■ **YOUR TASK**:
Which lines of the data below include the string "ROLLING"? Return each of them.
(RECORD EXTRACTS begins)
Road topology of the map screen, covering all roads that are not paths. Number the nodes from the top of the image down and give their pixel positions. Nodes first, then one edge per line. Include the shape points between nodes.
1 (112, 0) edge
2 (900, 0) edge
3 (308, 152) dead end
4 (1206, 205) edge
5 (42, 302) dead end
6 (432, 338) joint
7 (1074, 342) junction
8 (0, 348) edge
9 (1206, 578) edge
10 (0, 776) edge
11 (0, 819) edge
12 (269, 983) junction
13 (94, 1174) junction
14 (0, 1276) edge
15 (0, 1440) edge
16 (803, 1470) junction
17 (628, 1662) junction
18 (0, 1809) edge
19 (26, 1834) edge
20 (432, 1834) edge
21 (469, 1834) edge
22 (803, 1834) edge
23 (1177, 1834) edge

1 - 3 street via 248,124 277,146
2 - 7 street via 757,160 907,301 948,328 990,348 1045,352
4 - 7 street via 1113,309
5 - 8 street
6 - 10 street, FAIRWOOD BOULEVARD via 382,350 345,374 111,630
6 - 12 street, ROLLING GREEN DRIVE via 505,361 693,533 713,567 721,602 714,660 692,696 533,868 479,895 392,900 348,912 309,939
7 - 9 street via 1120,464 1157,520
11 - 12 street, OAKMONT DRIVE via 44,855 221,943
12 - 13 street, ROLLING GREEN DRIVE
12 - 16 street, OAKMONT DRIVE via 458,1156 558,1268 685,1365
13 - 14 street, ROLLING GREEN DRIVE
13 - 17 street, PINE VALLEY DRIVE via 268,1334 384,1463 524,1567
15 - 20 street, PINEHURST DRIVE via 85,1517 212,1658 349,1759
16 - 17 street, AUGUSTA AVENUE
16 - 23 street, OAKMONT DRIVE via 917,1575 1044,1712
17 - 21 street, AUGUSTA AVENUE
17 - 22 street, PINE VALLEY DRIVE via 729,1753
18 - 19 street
(RECORD EXTRACTS ends)
(RECORD EXTRACTS begins)
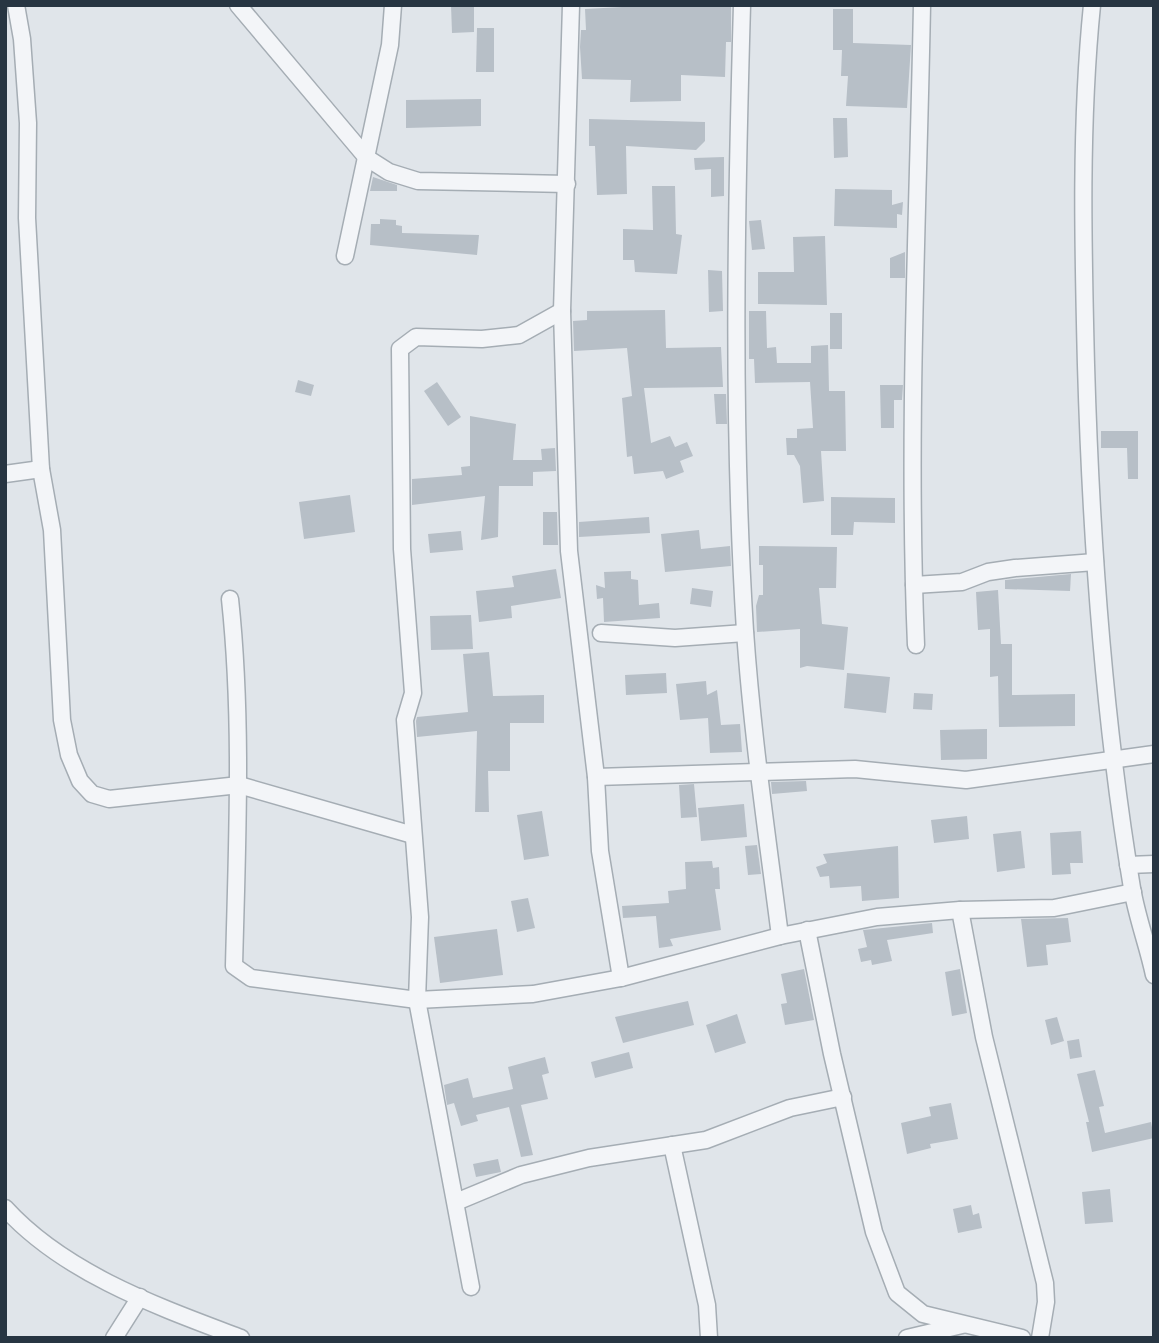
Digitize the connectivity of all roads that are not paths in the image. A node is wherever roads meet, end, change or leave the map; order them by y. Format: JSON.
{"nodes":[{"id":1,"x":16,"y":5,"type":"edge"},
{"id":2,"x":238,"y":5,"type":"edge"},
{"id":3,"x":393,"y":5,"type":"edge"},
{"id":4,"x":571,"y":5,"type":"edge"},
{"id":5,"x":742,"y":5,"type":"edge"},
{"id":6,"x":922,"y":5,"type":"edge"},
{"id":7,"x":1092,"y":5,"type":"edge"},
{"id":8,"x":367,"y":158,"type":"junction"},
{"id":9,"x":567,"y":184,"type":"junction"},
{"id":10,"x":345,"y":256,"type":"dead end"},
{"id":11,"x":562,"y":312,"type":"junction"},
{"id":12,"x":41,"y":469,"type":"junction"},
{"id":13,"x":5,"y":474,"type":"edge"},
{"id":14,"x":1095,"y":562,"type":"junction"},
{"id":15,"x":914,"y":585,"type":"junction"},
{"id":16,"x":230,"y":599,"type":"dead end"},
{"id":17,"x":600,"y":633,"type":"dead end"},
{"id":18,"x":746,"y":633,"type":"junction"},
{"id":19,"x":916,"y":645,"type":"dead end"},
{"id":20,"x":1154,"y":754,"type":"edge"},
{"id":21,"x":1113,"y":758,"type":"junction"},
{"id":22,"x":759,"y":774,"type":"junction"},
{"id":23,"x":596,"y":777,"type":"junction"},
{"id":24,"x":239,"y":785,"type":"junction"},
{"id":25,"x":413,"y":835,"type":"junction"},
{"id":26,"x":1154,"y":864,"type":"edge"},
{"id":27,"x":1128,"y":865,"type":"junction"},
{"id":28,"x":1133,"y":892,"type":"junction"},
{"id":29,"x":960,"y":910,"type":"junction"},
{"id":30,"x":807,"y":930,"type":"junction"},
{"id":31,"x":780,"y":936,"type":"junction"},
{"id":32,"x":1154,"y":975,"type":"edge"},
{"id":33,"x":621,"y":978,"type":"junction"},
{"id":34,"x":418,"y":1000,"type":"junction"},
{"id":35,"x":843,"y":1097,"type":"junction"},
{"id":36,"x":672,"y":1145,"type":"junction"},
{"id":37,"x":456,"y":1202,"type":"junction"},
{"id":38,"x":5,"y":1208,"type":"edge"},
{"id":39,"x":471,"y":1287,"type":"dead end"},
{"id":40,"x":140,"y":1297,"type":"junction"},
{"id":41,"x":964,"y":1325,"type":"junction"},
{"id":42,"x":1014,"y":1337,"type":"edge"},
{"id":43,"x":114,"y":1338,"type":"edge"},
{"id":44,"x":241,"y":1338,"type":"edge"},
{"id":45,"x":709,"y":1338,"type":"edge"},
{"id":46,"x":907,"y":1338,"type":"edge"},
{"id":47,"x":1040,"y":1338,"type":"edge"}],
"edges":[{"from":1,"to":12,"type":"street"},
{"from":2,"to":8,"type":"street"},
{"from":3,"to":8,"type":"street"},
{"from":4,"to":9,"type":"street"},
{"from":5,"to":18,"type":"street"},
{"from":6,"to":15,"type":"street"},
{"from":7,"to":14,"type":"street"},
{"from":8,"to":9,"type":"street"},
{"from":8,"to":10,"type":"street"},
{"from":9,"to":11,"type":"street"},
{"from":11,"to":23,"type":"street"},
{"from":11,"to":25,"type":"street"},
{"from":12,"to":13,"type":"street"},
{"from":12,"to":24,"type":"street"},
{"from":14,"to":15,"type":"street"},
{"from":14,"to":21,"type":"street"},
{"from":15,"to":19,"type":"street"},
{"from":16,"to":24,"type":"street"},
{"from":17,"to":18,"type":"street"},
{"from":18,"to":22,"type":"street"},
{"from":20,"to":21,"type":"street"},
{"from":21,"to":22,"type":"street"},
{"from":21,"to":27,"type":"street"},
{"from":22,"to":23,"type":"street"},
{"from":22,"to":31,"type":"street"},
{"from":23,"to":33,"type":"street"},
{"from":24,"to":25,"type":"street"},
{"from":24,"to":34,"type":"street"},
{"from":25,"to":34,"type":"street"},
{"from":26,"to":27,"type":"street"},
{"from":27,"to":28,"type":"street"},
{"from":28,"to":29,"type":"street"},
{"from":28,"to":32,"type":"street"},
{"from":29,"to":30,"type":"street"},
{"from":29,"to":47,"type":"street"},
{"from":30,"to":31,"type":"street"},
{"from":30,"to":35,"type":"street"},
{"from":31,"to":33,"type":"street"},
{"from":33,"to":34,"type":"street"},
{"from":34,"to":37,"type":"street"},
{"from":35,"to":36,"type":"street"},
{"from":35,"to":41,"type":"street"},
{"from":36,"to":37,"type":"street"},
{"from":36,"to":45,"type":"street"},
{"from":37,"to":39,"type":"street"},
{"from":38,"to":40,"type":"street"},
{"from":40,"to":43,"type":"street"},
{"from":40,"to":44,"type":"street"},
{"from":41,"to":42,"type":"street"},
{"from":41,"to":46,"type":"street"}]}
(RECORD EXTRACTS ends)
■ **RESPONSE AREA**:
6 - 12 street, ROLLING GREEN DRIVE via 505,361 693,533 713,567 721,602 714,660 692,696 533,868 479,895 392,900 348,912 309,939
12 - 13 street, ROLLING GREEN DRIVE
13 - 14 street, ROLLING GREEN DRIVE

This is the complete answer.